● Directions
Transcribe the records from the line containing "Turn all roads" onward, up to and including the final line, exactly and without anything else.

● Source information

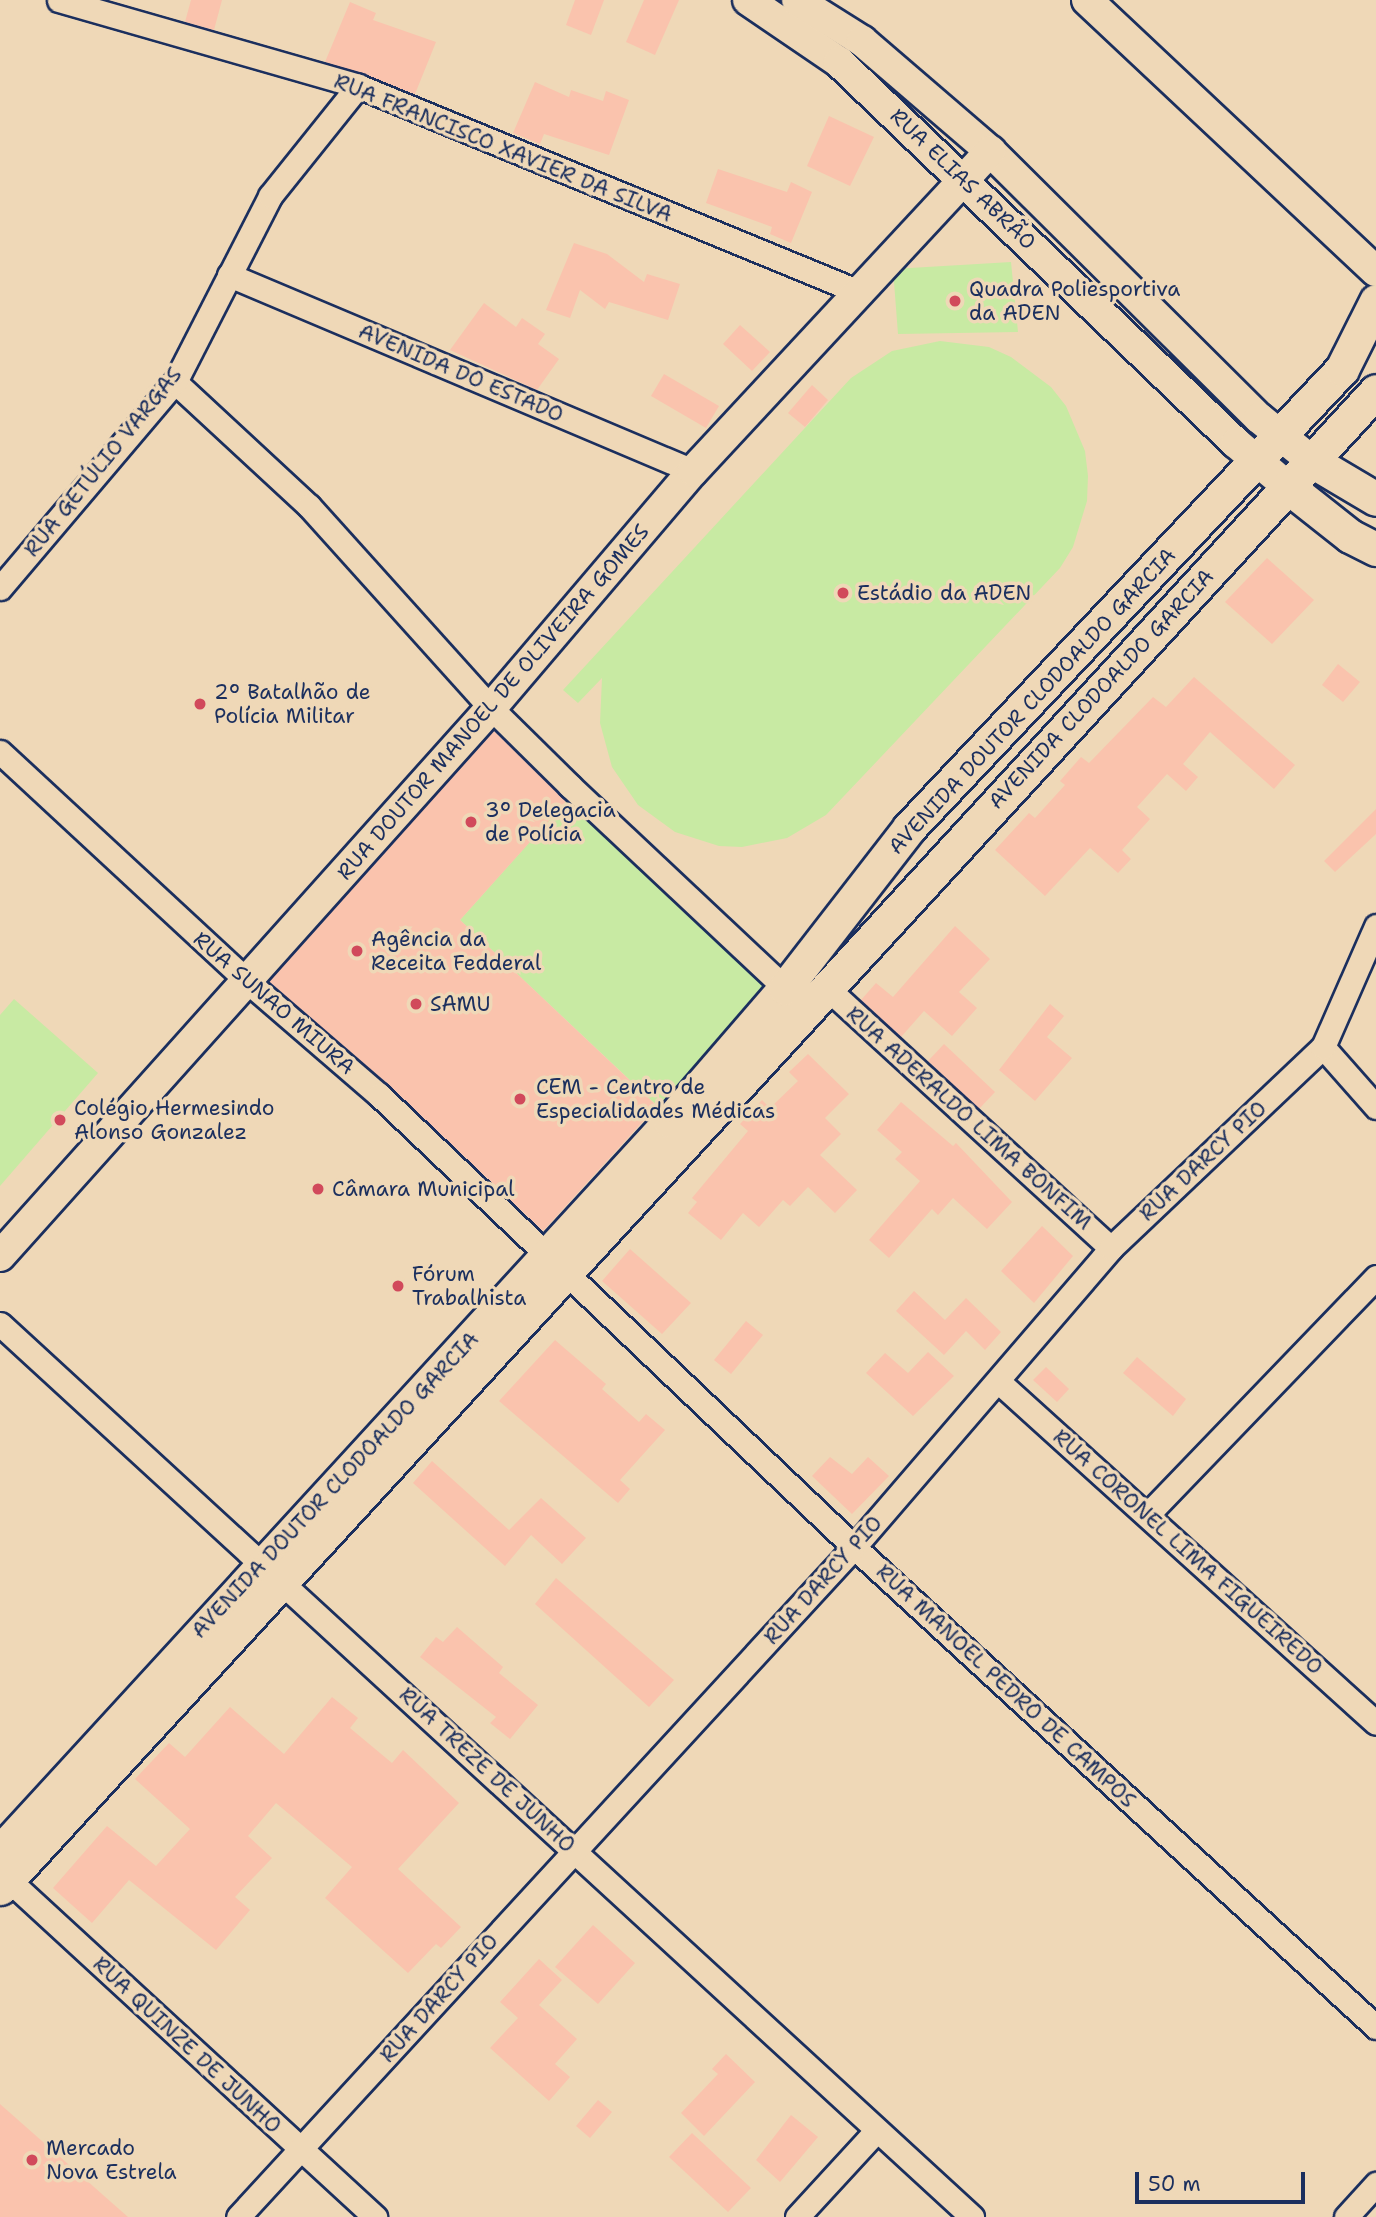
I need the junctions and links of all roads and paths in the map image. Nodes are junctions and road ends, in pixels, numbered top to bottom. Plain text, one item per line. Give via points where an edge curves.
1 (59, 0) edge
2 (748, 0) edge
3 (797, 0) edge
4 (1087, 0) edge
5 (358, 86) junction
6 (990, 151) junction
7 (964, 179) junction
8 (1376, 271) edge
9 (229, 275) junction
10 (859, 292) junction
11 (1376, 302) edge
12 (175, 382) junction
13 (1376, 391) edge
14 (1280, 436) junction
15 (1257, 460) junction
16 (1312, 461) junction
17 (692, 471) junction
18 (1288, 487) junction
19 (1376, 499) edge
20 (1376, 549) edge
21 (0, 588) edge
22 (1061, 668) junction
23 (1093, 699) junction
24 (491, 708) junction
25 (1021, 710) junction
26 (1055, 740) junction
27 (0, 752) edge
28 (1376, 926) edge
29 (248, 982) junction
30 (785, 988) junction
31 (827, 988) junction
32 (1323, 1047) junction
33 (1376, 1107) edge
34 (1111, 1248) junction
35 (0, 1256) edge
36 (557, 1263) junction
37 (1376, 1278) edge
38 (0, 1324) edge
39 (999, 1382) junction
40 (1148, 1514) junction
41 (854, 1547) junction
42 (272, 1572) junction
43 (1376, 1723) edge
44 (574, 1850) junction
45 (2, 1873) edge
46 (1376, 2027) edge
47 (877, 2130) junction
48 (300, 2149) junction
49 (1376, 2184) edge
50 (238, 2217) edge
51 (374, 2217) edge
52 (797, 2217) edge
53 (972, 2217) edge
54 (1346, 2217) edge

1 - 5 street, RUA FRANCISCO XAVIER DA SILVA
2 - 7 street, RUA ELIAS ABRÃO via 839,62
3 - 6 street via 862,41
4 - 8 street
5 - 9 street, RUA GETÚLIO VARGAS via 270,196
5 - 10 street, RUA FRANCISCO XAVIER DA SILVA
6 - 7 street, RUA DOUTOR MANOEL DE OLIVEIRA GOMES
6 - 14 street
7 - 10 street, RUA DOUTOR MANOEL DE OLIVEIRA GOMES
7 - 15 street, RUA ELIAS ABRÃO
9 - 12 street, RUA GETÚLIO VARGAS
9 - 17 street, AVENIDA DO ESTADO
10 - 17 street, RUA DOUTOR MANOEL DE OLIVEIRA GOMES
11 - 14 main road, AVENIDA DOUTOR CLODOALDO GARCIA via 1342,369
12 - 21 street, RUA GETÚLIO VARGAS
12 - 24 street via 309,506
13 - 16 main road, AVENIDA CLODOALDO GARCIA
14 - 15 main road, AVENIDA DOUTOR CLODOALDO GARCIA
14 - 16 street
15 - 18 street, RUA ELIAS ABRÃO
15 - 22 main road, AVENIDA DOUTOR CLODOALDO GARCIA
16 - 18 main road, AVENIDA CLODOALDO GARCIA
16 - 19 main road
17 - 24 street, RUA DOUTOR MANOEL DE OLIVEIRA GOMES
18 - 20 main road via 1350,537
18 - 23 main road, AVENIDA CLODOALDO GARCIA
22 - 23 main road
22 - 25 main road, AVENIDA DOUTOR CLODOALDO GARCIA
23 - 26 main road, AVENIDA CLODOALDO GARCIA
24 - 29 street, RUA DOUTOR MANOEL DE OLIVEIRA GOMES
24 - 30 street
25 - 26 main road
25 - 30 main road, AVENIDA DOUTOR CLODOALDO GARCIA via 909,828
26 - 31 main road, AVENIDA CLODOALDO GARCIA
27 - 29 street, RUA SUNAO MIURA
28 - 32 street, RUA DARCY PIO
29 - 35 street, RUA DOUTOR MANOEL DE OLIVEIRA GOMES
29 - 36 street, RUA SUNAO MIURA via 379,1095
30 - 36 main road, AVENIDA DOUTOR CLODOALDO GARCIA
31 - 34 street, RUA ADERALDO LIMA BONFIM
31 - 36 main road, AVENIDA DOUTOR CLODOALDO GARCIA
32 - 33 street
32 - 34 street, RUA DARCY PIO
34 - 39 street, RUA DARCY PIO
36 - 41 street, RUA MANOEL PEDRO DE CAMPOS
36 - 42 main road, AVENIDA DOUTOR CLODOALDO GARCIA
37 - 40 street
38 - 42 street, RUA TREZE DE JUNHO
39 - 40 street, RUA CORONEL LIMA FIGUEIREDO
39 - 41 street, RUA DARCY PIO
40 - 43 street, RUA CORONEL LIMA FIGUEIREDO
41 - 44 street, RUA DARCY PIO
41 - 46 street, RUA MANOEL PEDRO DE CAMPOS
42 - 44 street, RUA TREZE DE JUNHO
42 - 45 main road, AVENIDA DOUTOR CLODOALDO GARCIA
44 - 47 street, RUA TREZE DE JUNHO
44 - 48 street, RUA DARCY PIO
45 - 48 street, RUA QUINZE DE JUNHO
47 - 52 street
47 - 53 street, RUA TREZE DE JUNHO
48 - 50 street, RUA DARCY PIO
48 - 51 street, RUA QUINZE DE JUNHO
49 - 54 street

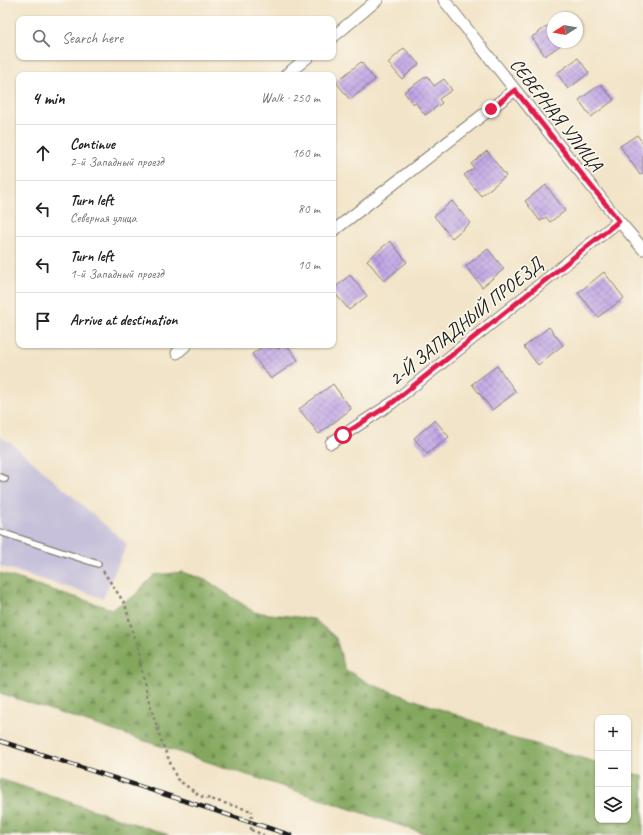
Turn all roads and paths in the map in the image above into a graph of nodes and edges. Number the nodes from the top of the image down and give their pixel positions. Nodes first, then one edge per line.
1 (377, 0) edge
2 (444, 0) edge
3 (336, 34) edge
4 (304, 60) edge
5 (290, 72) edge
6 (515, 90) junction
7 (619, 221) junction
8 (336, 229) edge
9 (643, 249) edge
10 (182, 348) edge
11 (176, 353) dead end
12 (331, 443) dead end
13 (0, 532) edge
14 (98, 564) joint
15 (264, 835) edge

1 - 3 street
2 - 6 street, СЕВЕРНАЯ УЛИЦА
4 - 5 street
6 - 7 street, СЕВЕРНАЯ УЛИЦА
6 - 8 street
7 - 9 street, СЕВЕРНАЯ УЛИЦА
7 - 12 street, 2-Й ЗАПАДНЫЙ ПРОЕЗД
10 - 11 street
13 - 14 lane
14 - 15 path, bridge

● Answer to the problem
Turn all roads and paths in the map in the image above into a graph of nodes and edges. Number the nodes from the top of the image down and give their pixel positions. Nodes first, then one edge per line.
1 (377, 0) edge
2 (444, 0) edge
3 (336, 34) edge
4 (304, 60) edge
5 (290, 72) edge
6 (515, 90) junction
7 (619, 221) junction
8 (336, 229) edge
9 (643, 249) edge
10 (182, 348) edge
11 (176, 353) dead end
12 (331, 443) dead end
13 (0, 532) edge
14 (98, 564) joint
15 (264, 835) edge

1 - 3 street
2 - 6 street, СЕВЕРНАЯ УЛИЦА
4 - 5 street
6 - 7 street, СЕВЕРНАЯ УЛИЦА
6 - 8 street
7 - 9 street, СЕВЕРНАЯ УЛИЦА
7 - 12 street, 2-Й ЗАПАДНЫЙ ПРОЕЗД
10 - 11 street
13 - 14 lane
14 - 15 path, bridge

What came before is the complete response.